Karachi, In a significant development reported to the Pakistan Stock Exchange (PSE), a local company has disclosed ongoing legal and financial challenges stemming from actions taken by the Securities and Exchange Commission of Pakistan (SECP) and the PSE itself. The correspondence, dated April 1, 2024, sheds light on a series of events that have markedly impacted the company’s operations and future prospects.
According to the disclosure, the company has been embroiled in legal proceedings since 2017, when the SECP filed a winding-up petition against it in the High Court of Sindh. This legal move led to the suspension of the trading of the company’s shares on the Pakistan Stock Exchange in November 2017, a significant blow to its market presence and investor confidence.
The company’s management is actively defending against the winding-up petition in the High Court of Sindh.
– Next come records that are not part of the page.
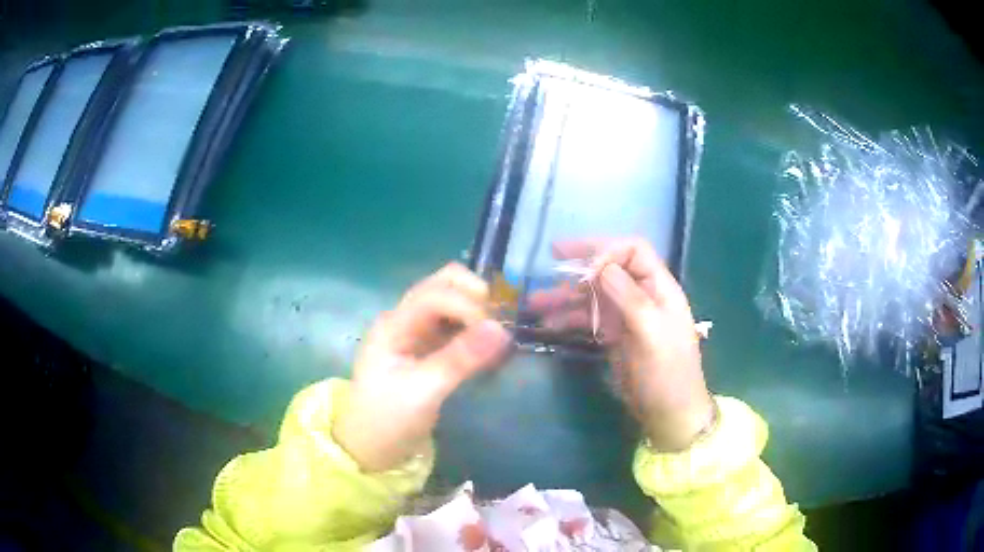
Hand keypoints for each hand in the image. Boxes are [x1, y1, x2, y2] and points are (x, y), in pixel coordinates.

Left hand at [333, 263, 512, 471]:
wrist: (371, 447)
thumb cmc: (389, 420)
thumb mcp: (424, 392)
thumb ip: (460, 359)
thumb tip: (501, 329)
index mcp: (394, 325)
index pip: (435, 294)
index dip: (468, 306)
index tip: (494, 333)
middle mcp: (404, 319)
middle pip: (442, 284)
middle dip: (475, 296)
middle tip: (500, 325)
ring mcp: (415, 332)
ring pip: (451, 301)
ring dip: (477, 310)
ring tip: (499, 336)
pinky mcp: (427, 347)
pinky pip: (454, 324)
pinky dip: (474, 328)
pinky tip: (489, 347)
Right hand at [531, 238, 713, 450]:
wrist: (669, 412)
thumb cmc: (667, 372)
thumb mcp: (652, 334)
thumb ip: (629, 297)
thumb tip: (602, 267)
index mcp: (659, 288)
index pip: (634, 251)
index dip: (607, 250)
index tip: (580, 266)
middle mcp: (642, 296)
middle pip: (609, 270)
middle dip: (579, 268)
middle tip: (548, 261)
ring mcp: (627, 316)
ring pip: (594, 295)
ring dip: (566, 296)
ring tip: (535, 302)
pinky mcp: (615, 336)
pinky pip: (589, 319)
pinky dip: (570, 319)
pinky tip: (549, 324)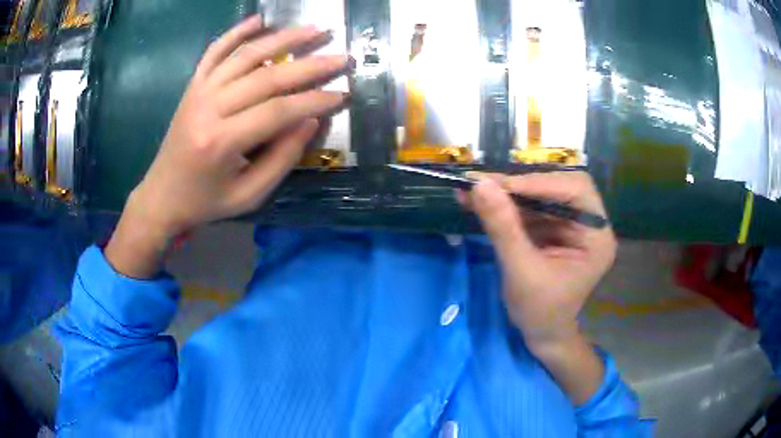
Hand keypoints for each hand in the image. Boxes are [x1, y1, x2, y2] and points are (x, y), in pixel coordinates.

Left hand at [106, 17, 348, 276]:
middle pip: (266, 77)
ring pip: (245, 55)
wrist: (161, 196)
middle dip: (309, 65)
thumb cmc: (206, 201)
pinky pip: (215, 51)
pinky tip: (259, 19)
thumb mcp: (248, 195)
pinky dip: (237, 32)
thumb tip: (311, 120)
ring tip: (314, 30)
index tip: (342, 94)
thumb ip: (281, 159)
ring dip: (283, 38)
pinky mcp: (193, 85)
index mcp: (221, 142)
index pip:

However, the matter remains unresolved, with the case still sub judice, indicating that a final decision or settlement has yet to be reached.
In addition to navigating its legal troubles, the company is exploring strategic options to salvage and stabilize its operations, including potential mergers or restructuring with the support of new investors. Despite these efforts, the current economic instability and the political uncertainty brought on by the election season have hampered the company’s ability to attract the needed investment or interest from potential partners.
The company has provided a detailed account of its predicament in the Directors’ Report to its members, which accompanies the financial statements for the quarter ending December 31, 2023. This report presumably offers further insights into the company’s strategic responses to its challenges and its outlook for the future amid these ongoing difficulties.